Joaquín Almunia, Commission vice president in charge of competition policy, said: "It is time for renewables to join the market. The new guidelines provide a framework for designing more efficient public support measures that reflect market conditions in a gradual and pragmatic way. Europe should meet its ambitious energy and climate targets at the least possible cost for taxpayers and without undue distortions of competition in the single market. This will contribute to making energy more affordable for European citizens and companies."
The Commission added that the remarkable growth of renewable energy in recent years, due in part to public support, has helped to make progress on environmental objectives but also caused serious market distortions and increasing costs to consumers."
The new regulations, which will go into effect July 1 and remain valid through 2020, address the Commissions concerns.
Among the guidelines key features is the gradual introduction of market based mechanisms such as competitive bidding processes for public support while giving member states more flexibility in considering domestic circumstances.
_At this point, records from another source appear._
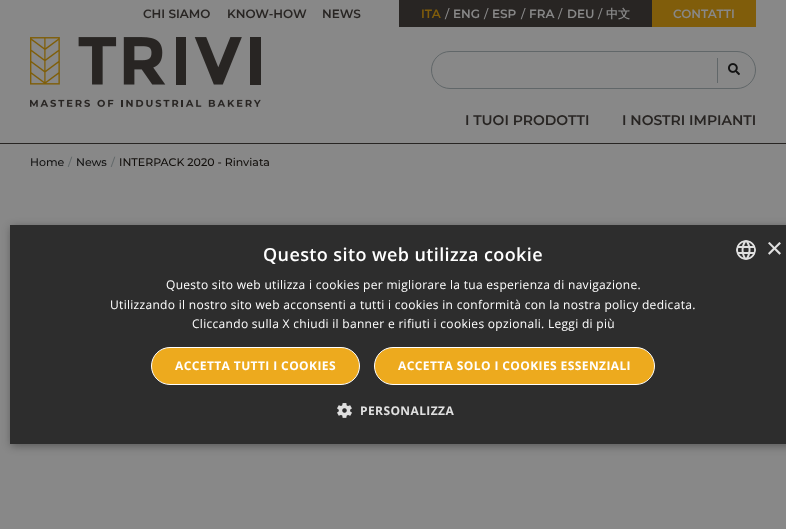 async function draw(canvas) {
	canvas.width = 786;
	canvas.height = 529;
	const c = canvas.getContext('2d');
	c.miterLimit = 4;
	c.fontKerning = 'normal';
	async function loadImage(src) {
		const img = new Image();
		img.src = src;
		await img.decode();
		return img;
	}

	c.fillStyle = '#888';
	c.fillRect(0, 0, 786, 529);
	c.fillStyle = '#282523';
	c.fillRect(0, 143, 786, 1);
	c.font = '600 12px Montserrat';
	for (const [text, x, y] of [
		['CHI SIAMO', 143, 18],
		['KNOW-HOW', 227, 18],
		['NEWS', 322, 18],
	]) {
		c.fillText(text, x, y);
	}
	c.fillRect(399, 0, 253, 27);
	c.fillStyle = '#805d0b';
	c.fillText('ITA', 421, 18);
	c.font = '500 12px Montserrat';
	c.fillStyle = '#888';
	c.fillText('/', 445, 18);
	c.font = '600 12px Montserrat';
	c.fillText('ENG', 453, 18);
	c.font = '500 12px Montserrat';
	c.fillText('/', 484, 18);
	c.font = '600 12px Montserrat';
	c.fillText('ESP', 492, 18);
	c.font = '500 12px Montserrat';
	c.fillText('/', 521, 18);
	c.font = '600 12px Montserrat';
	c.fillText('FRA', 529, 18);
	c.font = '500 12px Montserrat';
	c.fillText('/', 558, 18);
	c.font = '600 12px Montserrat';
	c.fillText('DEU', 567, 18);
	c.font = '500 12px Montserrat';
	c.fillText('/', 598, 18);
	c.font = 'bold 12px WenQuanYi Zen Hei';
	c.fillText('中文', 606, 18);
	c.fillStyle = '#805d0b';
	c.fillRect(652, 0, 104, 27);
	c.font = '600 12px Montserrat';
	c.fillStyle = '#888';
	c.fillText('CONTATTI', 673, 18);
	c.beginPath();
	c.roundRect(431.5, 51.5, 324, 37, 18.5);
	c.strokeStyle = '#616769';
	c.stroke();
	c.fillStyle = '#616769';
	c.fillRect(717, 58, 1, 25);
	c.drawImage(await loadImage('img1.png'), 728, 63, 12, 13);
	c.drawImage(await loadImage('img2.png'), 30, 37, 231, 70);
	c.font = '600 14px Montserrat';
	c.fillStyle = '#282523';
	c.fillText('I TUOI PRODOTTI', 465, 125);
	c.fillText('I NOSTRI IMPIANTI', 622, 125);
	c.font = '500 11px Montserrat';
	c.fillStyle = '#131313';
	c.fillText('Home', 30, 166);
	c.fillStyle = '#616769';
	c.fillText('/', 68, 166);
	c.fillStyle = '#131313';
	c.fillText('News', 76, 166);
	c.fillStyle = '#616769';
	c.fillText('/', 111, 166);
	c.fillStyle = '#120f0c';
	c.fillText('INTERPACK 2020 - Rinviata', 119, 166);
	c.fillStyle = '#00000059';
	c.filter = 'blur(4px)';
	c.beginPath();
	c.rect(11, 227, 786, 219);
	c.fill();
	c.filter = 'none';
	c.fillStyle = '#2d2d2d';
	c.fillRect(10, 225, 776, 219);
	c.letterSpacing = '0.4px';
	c.font = '600 18px Open Sans';
	c.fillStyle = '#fff';
	c.fillText('Questo sito web utilizza cookie', 263, 261);
	c.drawImage(await loadImage('img3.png'), 736, 240, 20, 20);
	c.letterSpacing = '0px';
	c.font = '29px Liberation Sans';
	c.fillStyle = '#e0e0e0';
	c.fillText('×', 766, 258);
	c.letterSpacing = '0.3px';
	c.font = '12px Open Sans';
	c.fillStyle = '#fff';
	for (const [text, x, y] of [
		['Questo sito web utilizza i cookies per migliorare la tua esperienza di navigazione.', 166, 289],
		['Utilizzando il nostro sito web acconsenti a tutti i cookies in conformità con la nostra policy dedicata.', 110, 309],
		['Cliccando sulla X chiudi il banner e rifiuti i cookies opzionali. Leggi di più', 192, 328],
	]) {
		c.fillText(text, x, y);
	}
	c.fillStyle = '#edaa1e';
	c.beginPath();
	c.roundRect(151.5, 347.5, 208, 37, 18.5);
	c.fill();
	c.strokeStyle = '#fff';
	c.stroke();
	c.letterSpacing = '0.4px';
	c.font = 'bold 12px Open Sans';
	c.fillStyle = '#fff';
	c.fillText('ACCETTA TUTTI I COOKIES', 175, 370);
	c.fillStyle = '#edaa1e';
	c.beginPath();
	c.roundRect(374.5, 347.5, 280, 37, 18.5);
	c.fill();
	c.stroke();
	c.fillStyle = '#fff';
	c.fillText('ACCETTA SOLO I COOKIES ESSENZIALI', 398, 370);
	c.drawImage(await loadImage('img4.png'), 337, 403, 15, 15);
	c.fillStyle = '#e0e0e0';
	c.fillText('PERSONALIZZA', 360, 415);
}

draw(document.querySelector('canvas'));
A pilot phase in 2015 and 2016 will allow countries to test competitive bidding procedures in a small share of their new electricity capacity.
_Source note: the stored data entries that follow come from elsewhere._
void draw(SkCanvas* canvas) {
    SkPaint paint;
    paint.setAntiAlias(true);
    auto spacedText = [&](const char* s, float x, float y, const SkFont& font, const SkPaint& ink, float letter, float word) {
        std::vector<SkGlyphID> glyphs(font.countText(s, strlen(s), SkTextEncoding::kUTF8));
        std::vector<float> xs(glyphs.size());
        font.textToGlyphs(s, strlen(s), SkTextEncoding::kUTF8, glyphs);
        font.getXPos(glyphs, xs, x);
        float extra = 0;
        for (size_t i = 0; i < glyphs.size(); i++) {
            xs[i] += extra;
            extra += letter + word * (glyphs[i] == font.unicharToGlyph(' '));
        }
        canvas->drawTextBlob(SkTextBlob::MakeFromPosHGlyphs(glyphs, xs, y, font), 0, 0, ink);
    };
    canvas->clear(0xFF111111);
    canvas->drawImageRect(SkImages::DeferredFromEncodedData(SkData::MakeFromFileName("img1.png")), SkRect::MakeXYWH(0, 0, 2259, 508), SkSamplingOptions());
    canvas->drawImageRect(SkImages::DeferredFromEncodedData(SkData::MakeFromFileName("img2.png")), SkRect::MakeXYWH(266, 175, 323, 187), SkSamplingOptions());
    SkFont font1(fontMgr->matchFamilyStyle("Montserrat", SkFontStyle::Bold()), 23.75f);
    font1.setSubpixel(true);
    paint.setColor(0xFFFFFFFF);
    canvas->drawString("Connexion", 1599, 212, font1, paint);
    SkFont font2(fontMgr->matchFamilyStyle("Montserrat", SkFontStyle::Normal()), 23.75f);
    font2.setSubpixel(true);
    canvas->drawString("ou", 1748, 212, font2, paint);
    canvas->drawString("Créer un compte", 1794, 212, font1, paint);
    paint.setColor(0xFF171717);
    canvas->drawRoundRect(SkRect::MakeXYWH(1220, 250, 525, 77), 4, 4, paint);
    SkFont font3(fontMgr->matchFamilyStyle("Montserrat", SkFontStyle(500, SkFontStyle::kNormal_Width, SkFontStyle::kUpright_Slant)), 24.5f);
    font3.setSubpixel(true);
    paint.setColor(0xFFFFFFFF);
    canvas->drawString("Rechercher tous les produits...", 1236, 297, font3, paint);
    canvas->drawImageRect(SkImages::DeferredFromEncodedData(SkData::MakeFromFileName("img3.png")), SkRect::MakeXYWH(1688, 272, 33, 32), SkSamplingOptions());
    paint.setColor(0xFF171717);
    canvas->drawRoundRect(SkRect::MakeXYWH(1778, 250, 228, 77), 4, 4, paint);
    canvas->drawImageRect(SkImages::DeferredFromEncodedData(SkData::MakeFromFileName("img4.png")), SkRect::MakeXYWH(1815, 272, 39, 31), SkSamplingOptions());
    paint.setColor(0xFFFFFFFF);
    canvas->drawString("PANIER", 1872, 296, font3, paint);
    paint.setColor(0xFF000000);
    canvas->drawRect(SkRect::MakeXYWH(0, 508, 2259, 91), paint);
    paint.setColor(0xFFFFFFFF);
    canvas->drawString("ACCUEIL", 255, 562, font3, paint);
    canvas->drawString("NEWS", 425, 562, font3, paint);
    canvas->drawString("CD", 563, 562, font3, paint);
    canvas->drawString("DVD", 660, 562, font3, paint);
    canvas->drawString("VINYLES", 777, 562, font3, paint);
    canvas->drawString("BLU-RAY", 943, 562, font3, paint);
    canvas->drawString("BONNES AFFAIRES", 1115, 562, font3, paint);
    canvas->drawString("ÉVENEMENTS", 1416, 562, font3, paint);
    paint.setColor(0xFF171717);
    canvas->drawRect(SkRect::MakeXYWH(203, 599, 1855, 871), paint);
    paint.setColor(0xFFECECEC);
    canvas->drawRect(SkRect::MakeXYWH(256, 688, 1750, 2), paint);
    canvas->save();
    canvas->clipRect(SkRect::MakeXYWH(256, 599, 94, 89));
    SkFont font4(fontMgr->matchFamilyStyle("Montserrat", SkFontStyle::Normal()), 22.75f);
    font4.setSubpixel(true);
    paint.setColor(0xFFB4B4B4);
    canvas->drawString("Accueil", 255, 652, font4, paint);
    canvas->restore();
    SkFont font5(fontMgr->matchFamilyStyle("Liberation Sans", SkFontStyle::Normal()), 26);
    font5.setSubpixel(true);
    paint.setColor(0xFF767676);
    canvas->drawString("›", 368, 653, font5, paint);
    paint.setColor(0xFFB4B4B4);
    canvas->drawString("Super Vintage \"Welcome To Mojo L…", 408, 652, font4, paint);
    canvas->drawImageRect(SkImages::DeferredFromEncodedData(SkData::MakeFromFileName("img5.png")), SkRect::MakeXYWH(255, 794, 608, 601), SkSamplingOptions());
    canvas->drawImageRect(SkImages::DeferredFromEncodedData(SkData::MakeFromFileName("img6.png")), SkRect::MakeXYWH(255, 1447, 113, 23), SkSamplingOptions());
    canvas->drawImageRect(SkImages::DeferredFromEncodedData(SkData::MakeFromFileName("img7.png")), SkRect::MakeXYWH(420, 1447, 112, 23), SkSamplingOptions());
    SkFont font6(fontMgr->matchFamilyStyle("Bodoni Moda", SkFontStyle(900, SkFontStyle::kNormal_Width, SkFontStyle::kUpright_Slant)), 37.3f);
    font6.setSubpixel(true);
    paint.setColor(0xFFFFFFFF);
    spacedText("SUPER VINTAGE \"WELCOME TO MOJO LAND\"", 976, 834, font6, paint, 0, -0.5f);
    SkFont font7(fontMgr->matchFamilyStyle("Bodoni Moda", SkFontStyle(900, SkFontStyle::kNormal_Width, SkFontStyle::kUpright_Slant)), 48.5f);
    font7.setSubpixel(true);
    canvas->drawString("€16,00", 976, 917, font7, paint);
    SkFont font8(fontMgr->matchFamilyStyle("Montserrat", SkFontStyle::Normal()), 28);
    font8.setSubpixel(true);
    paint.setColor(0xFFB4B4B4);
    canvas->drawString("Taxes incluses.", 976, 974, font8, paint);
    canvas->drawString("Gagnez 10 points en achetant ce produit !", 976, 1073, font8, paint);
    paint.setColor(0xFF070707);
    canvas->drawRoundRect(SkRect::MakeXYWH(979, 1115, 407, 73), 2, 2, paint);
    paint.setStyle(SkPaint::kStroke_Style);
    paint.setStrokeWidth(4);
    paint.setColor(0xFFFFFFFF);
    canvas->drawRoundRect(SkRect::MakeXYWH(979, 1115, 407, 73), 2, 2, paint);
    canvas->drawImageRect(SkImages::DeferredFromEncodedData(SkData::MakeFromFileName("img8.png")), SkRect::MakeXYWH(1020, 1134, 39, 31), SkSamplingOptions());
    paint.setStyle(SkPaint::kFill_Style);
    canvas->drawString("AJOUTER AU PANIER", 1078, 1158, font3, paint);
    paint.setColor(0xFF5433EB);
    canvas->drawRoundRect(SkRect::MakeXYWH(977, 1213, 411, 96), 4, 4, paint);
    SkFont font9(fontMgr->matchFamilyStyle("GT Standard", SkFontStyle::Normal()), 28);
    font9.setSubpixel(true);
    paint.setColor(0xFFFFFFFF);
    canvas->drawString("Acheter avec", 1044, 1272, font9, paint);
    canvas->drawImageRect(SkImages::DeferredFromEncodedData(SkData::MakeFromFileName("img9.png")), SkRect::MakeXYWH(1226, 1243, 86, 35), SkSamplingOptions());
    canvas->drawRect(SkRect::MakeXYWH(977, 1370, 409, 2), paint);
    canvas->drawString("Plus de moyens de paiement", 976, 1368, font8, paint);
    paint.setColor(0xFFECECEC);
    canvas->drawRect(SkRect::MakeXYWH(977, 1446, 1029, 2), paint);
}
The guidelines also call for the gradual replacement of feed-in tariffs by feed-in premiums, "which expose renewable energy sources to market signals." Small installations will benefit from a special program and can still be supported with feed-in tariffs or equivalent forms of support. The Commission said the rules would not affect schemes already in place that were approved under existing rules.
The Commission also demands the reduction of green energy surcharges levied on energy intensive companies in order to better promote the competitiveness of European industry and supports cross-border energy infrastructure to further the single European energy market. The new guidelines include criteria to support projects that improve cross-border energy flows and promote infrastructure in Europe's less developed regions.
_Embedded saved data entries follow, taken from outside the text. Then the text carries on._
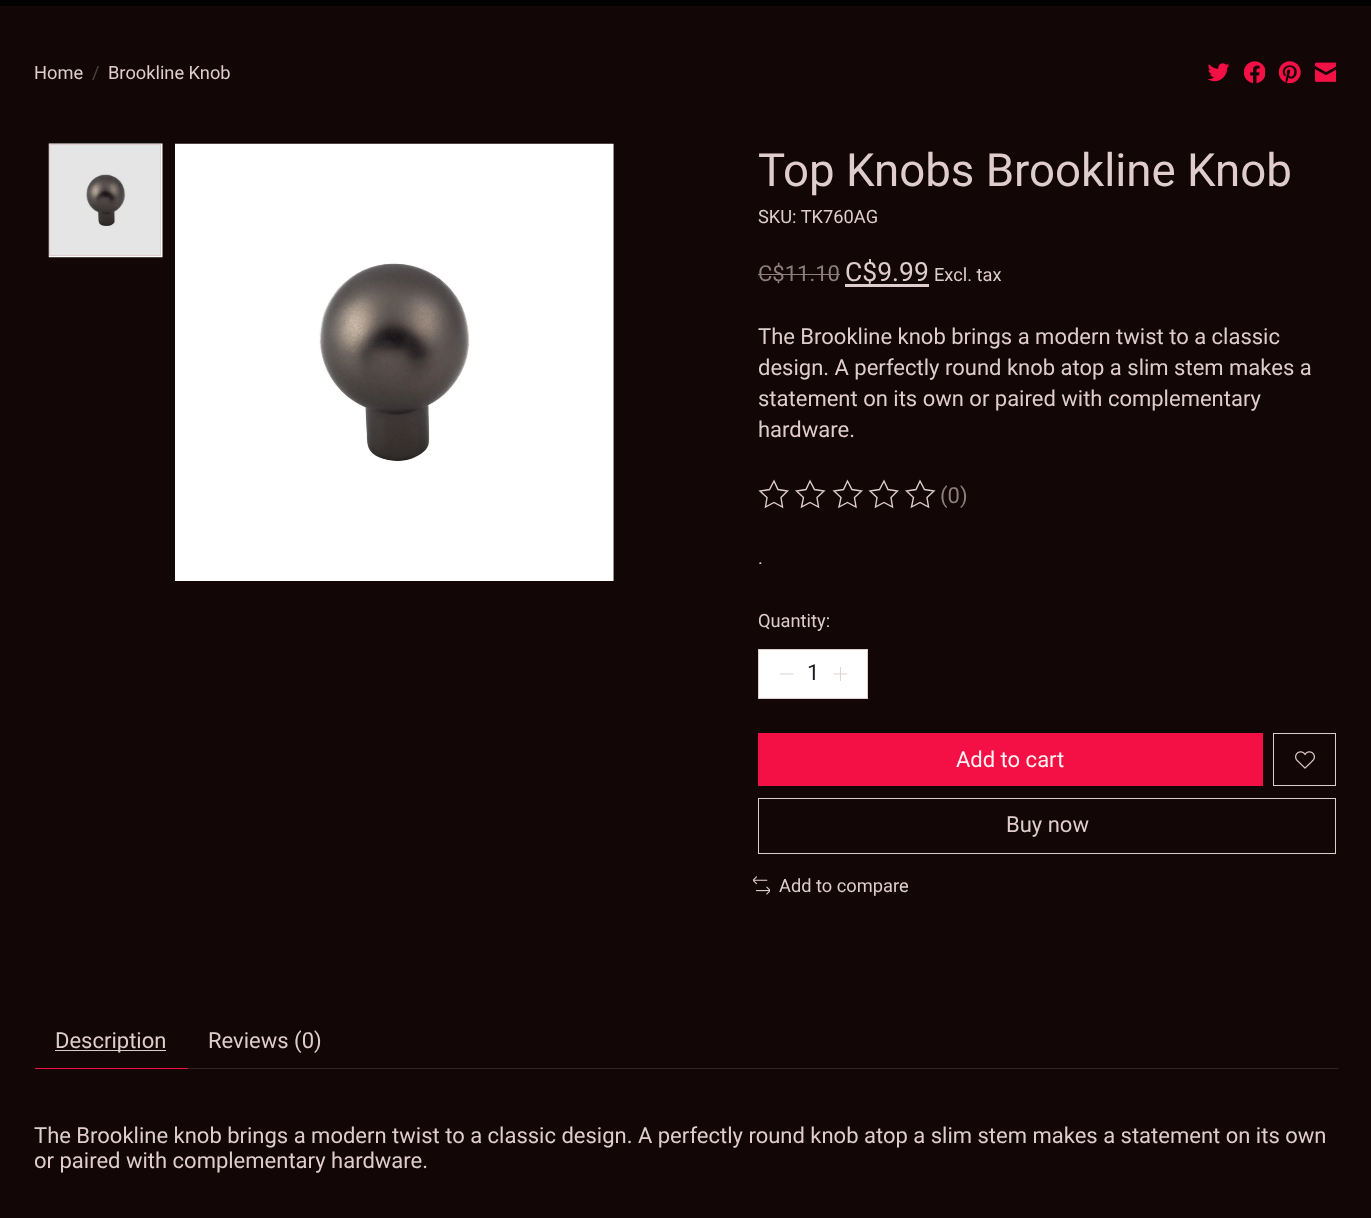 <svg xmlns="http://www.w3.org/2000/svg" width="1371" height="1218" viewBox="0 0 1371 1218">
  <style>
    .t1 { font: 18.25px Roboto; fill: #dfcdcd; }
    .t2 { font: 18.25px Roboto; fill: #504242; }
    .t3 { font: 45.6px Roboto; fill: #dfcdcd; }
    .t4 { font: 22px Roboto; fill: #8d7d7d; }
    .t5 { font: 26.5px Roboto; fill: #dfcdcd; }
    .t6 { font: 22px Roboto; fill: #dfcdcd; }
    .t7 { font: 22px Roboto; fill: #1c1c21; }
    .t8 { font: 22px Roboto; fill: #fff3f3; }
  </style>
  <rect width="100%" height="100%" fill="#130606"/>
  <rect x="0" y="0" width="1371" height="6" fill="#000"/>
  <text x="34" y="79" class="t1">Home</text>
  <text x="92" y="79" class="t2">/</text>
  <text x="108" y="79" class="t1">Brookline Knob</text>
  <image x="1208" y="63" width="22" height="19" href="images/1.png"/>
  <image x="1244" y="61" width="21" height="23" href="images/2.png"/>
  <image x="1279" y="61" width="22" height="23" href="images/3.png"/>
  <image x="1315" y="62" width="21" height="20" href="images/4.png"/>
  <image x="48" y="143" width="115" height="115" href="images/5.png"/>
  <rect x="49.5" y="144.5" width="111" height="111" fill="none" stroke="#dfcdcd"/>
  <image x="175" y="143" width="439" height="438" href="images/6.png"/>
  <text x="758" y="186" class="t3">Top Knobs Brookline Knob</text>
  <text x="758" y="223" class="t1">SKU: TK760AG</text>
  <text x="758" y="281" class="t4">C$11.10</text>
  <rect x="758" y="274" width="82" height="1" fill="#8d7d7d"/>
  <text x="845" y="281" class="t5">C$9.99</text>
  <rect x="845" y="284" width="84" height="3" fill="#dfcdcd"/>
  <text x="934" y="281" class="t1">Excl. tax</text>
  <text x="758" y="344" class="t6">The Brookline knob brings a modern twist to a classic</text>
  <text x="758" y="375" class="t6">design. A perfectly round knob atop a slim stem makes a</text>
  <text x="758" y="406" class="t6">statement on its own or paired with complementary</text>
  <text x="758" y="437" class="t6">hardware.</text>
  <path d="M774 481L778 489.5L787.5 491L781 497.5L782.5 507L774 502.5L765.5 507L767 497.5L760 491L769.5 489.5Z" fill="none" stroke="#dfcdcd" stroke-width="1.4"/>
  <path d="M810 481L814.5 489.5L824 491L817 497.5L818.5 507L810 502.5L801.5 507L803.5 497.5L796.5 491L806 489.5Z" fill="none" stroke="#dfcdcd" stroke-width="1.4"/>
  <path d="M847.5 481L852 489.5L861.5 491L854.5 497.5L856 507L847.5 502.5L839 507L841 497.5L834 491L843.5 489.5Z" fill="none" stroke="#dfcdcd" stroke-width="1.4"/>
  <path d="M884 481L888 489.5L897.5 491L891 497.5L892.5 507L884 502.5L875.5 507L877 497.5L870 491L879.5 489.5Z" fill="none" stroke="#dfcdcd" stroke-width="1.4"/>
  <path d="M920 481L924.5 489.5L934 491L927 497.5L928.5 507L920 502.5L911.5 507L913.5 497.5L906.5 491L916 489.5Z" fill="none" stroke="#dfcdcd" stroke-width="1.4"/>
  <text x="940" y="503" class="t4">(0)</text>
  <text x="758" y="564" class="t1">.</text>
  <text x="758" y="627" class="t1">Quantity:</text>
  <rect x="758.5" y="649.5" width="109" height="49" fill="#fff" stroke="#dfcdcd"/>
  <path d="M780 674H793.5" fill="none" stroke="#dfcdcd" stroke-width="0.9" stroke-linecap="round" stroke-linejoin="round"/>
  <text x="807" y="680" class="t7">1</text>
  <path d="M840.5 667.5V680.5M834 674H847" fill="none" stroke="#dfcdcd" stroke-width="0.9" stroke-linecap="round" stroke-linejoin="round"/>
  <rect x="758" y="733" width="505" height="53" fill="#f40f44"/>
  <text x="956" y="767" class="t8">Add to cart</text>
  <rect x="1273.5" y="733.5" width="62" height="52" fill="none" stroke="#dfcdcd"/>
  <image x="1295" y="751" width="20" height="18" href="images/7.png"/>
  <rect x="758.5" y="798.5" width="577" height="55" fill="none" stroke="#dfcdcd"/>
  <text x="1006" y="832" class="t6">Buy now</text>
  <image x="753" y="876" width="17" height="19" href="images/8.png"/>
  <text x="779" y="892" class="t1">Add to compare</text>
  <rect x="35" y="1068" width="153" height="1" fill="#f40f44"/>
  <rect x="55" y="1050" width="111" height="1" fill="#dfcdcd"/>
  <text x="55" y="1048" class="t6">Description</text>
  <text x="208" y="1048" class="t6">Reviews (0)</text>
  <rect x="188" y="1068" width="1150" height="1" fill="#322424"/>
  <text x="34" y="1143" class="t6">The Brookline knob brings a modern twist to a classic design. A perfectly round knob atop a slim stem makes a statement on its own</text>
  <text x="34" y="1168" class="t6">or paired with complementary hardware.</text>
</svg>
The European government is likewise seeking to "permit aid to secure adequate electricity generation when there is a real risk of insufficient electricity generation capacity." Member states will thus be able to introduce "capacity mechanisms" to encourage producers to build new generation capacity, prevent them from shutting down existing plants or reward consumers to reduce electricity consumption in peak hours.
At the same time the Commission is simplifying procedures to implement aid measures in the field of environmental protection and energy. Specifically, the new rules will make it easier and faster for public authorities to implement measures, such as aid to promote of renewable energies or district heating, clean up contaminated sites or improve energy efficiency in buildings, without having to obtain prior approval from the Commission.